* DESCRIPTION OF THE TASK *
Wherever the word "pixels" appears in the entries, copy the whole line.

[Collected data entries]
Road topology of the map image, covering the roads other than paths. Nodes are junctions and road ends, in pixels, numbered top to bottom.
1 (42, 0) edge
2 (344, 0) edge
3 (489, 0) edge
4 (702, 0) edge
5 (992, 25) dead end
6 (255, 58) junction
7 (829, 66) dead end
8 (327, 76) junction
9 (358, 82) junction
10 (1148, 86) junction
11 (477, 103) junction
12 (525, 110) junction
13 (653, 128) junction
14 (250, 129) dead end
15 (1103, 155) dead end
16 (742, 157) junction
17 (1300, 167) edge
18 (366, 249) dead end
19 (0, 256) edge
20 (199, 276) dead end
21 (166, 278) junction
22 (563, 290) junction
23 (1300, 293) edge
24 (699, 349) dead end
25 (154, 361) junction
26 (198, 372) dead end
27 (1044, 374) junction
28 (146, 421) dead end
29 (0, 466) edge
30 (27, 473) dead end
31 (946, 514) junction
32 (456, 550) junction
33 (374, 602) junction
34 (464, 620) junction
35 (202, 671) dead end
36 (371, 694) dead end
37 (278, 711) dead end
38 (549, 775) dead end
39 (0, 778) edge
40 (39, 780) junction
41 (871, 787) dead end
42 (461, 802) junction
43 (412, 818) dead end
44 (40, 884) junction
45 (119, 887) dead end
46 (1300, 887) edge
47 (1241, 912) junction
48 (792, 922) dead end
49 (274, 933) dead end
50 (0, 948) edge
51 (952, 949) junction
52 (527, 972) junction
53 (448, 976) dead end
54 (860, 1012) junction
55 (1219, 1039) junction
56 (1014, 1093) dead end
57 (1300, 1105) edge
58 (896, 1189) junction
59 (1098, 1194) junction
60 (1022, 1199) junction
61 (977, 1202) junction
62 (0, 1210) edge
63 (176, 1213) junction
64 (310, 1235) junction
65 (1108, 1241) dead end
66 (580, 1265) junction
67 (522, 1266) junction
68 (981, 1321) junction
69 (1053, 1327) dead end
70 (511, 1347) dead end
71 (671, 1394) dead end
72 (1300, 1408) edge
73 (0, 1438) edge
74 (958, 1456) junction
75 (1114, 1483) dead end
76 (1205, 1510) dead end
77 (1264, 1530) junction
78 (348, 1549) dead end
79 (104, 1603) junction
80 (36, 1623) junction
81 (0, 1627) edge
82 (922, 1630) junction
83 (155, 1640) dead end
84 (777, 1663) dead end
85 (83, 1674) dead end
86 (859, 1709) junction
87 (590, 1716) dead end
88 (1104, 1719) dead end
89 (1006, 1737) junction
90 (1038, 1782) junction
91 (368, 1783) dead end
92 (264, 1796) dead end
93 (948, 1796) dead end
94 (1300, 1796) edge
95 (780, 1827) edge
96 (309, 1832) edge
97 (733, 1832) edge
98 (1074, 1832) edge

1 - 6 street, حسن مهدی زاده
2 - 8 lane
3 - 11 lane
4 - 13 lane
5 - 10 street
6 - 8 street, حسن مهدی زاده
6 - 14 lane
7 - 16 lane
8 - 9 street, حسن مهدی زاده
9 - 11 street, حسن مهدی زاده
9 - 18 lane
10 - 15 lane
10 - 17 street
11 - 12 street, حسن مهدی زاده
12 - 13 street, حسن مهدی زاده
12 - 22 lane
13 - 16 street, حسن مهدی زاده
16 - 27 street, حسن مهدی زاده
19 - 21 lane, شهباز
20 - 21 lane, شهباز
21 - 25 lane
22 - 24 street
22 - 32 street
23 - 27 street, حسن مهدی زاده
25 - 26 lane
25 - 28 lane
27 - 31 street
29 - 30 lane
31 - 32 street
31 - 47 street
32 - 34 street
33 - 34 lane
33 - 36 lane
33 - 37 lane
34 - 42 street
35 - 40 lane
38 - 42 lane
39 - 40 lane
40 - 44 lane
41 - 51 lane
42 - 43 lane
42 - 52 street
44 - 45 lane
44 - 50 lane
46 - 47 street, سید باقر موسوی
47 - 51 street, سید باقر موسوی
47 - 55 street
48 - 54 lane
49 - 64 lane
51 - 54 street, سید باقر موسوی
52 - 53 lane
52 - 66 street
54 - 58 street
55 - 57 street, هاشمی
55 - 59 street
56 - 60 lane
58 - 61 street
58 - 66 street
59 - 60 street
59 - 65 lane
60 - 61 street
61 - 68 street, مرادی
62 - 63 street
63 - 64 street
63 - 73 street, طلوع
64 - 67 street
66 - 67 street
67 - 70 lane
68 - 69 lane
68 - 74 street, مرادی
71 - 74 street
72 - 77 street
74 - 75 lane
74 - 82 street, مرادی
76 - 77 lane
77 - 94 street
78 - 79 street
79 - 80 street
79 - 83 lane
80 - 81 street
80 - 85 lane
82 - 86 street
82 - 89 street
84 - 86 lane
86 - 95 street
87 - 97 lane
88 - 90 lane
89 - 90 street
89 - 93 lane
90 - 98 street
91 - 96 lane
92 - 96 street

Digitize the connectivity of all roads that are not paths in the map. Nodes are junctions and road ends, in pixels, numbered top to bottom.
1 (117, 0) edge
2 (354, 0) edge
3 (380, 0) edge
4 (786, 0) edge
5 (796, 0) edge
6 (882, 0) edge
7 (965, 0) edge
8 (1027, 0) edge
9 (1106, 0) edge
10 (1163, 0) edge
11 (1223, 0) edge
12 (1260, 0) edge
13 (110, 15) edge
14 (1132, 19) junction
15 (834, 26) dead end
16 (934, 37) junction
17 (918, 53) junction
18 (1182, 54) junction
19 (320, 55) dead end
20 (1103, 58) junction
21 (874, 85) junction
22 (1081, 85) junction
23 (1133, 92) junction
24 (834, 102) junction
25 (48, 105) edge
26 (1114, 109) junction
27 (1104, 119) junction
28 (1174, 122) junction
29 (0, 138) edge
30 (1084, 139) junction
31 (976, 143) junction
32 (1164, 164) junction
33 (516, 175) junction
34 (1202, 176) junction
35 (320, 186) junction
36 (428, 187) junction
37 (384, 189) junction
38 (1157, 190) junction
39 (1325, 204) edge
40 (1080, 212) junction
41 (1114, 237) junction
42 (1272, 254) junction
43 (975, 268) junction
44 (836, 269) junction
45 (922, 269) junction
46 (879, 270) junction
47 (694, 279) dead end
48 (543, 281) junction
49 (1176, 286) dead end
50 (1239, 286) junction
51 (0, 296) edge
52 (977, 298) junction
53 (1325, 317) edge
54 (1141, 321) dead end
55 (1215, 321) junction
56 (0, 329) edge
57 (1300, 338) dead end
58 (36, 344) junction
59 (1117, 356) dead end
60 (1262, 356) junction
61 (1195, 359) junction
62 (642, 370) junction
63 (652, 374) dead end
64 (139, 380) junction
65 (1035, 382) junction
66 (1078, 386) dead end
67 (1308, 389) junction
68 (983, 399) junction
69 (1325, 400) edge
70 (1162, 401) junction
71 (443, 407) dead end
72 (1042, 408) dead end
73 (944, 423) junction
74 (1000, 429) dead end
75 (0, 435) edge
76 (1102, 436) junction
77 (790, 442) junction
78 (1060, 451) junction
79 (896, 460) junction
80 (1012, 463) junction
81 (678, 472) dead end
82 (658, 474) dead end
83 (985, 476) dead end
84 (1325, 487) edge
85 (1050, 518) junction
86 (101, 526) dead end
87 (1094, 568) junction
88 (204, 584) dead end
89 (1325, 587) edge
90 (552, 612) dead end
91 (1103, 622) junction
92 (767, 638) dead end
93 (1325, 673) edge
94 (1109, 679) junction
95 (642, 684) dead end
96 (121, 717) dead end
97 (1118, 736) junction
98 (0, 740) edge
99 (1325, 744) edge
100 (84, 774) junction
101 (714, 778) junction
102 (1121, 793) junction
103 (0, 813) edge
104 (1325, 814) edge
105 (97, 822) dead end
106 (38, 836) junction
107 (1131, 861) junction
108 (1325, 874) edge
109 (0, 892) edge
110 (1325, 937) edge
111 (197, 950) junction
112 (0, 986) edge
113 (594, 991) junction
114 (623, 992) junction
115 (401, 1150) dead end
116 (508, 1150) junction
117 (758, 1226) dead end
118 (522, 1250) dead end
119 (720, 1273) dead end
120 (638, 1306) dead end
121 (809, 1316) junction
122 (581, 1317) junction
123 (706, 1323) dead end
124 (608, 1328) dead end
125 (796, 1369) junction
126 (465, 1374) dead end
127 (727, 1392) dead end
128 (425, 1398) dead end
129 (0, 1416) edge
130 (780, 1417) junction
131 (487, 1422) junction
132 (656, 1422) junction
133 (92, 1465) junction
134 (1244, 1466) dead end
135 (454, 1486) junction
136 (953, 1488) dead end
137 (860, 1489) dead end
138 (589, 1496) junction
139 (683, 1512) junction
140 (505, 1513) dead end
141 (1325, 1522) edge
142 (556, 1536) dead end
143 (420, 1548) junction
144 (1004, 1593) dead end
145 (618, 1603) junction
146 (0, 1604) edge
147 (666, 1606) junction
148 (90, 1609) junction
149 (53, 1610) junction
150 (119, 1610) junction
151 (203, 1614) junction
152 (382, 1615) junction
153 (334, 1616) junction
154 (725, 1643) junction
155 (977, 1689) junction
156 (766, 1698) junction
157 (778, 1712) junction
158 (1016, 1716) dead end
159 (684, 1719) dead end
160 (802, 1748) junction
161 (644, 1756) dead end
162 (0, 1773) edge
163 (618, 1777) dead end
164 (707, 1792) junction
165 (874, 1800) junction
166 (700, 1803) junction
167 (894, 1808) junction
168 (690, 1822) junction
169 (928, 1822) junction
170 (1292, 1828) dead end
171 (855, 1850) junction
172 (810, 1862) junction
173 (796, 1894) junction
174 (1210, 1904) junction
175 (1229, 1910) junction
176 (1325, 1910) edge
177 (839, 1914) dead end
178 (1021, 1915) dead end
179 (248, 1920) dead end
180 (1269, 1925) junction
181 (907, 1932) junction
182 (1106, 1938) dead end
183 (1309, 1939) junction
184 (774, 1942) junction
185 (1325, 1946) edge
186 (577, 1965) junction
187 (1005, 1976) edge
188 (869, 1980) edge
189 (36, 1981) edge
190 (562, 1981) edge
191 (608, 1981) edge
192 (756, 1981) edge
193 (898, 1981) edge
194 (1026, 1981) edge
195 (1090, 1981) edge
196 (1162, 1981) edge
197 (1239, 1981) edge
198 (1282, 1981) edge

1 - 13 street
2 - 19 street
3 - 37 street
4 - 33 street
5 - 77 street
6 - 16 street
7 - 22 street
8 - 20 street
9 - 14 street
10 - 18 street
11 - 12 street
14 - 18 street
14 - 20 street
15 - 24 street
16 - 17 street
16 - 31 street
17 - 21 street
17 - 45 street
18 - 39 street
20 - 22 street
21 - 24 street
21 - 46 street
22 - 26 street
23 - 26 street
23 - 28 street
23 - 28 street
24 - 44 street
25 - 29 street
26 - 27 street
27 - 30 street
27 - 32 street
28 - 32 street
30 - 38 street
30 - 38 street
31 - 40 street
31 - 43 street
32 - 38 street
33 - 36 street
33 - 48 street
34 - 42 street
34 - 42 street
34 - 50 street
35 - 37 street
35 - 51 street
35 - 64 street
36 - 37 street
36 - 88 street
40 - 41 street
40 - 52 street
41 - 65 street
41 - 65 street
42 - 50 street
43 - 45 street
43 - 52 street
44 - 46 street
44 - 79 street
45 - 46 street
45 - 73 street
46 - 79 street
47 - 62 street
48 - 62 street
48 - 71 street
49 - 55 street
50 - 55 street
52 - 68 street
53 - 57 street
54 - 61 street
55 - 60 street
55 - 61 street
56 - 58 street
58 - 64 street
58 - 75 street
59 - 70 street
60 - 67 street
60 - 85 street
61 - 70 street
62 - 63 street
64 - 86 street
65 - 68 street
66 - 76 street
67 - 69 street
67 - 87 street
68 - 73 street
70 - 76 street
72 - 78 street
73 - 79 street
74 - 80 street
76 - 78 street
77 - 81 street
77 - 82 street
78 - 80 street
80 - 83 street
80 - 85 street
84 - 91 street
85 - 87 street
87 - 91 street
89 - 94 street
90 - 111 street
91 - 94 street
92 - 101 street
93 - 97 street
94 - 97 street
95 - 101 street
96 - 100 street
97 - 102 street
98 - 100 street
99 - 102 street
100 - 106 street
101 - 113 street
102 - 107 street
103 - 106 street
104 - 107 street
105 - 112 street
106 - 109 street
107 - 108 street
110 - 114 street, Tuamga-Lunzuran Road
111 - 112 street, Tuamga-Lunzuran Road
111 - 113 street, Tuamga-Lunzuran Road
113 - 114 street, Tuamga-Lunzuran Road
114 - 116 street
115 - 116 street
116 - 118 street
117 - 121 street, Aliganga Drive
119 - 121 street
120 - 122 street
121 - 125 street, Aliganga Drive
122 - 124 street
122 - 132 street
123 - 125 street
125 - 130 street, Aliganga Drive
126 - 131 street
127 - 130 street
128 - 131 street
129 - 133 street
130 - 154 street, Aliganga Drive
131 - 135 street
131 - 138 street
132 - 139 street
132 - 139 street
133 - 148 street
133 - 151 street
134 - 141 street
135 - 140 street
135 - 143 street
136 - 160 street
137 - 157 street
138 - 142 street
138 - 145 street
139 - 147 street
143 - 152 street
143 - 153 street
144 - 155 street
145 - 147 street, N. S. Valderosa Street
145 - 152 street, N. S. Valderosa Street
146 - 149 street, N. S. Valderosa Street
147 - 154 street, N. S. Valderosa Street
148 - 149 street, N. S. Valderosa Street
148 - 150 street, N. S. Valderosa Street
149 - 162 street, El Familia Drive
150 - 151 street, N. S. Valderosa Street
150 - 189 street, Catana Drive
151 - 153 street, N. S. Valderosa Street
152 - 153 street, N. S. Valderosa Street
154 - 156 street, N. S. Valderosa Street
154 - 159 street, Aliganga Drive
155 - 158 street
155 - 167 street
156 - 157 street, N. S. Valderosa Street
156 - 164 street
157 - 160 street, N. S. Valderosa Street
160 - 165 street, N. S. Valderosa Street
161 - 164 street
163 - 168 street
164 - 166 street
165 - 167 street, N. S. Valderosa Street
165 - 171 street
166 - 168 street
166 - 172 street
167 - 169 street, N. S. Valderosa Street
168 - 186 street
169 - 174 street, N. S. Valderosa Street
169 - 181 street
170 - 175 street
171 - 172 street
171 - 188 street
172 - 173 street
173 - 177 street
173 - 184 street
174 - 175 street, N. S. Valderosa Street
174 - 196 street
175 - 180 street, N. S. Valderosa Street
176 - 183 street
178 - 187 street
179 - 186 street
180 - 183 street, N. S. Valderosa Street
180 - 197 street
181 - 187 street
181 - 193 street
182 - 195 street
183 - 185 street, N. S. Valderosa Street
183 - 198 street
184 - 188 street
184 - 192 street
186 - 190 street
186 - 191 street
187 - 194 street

* ANSWER TO THIS EXERCISE *
Road topology of the map image, covering the roads other than paths. Nodes are junctions and road ends, in pixels, numbered top to bottom.
Digitize the connectivity of all roads that are not paths in the map. Nodes are junctions and road ends, in pixels, numbered top to bottom.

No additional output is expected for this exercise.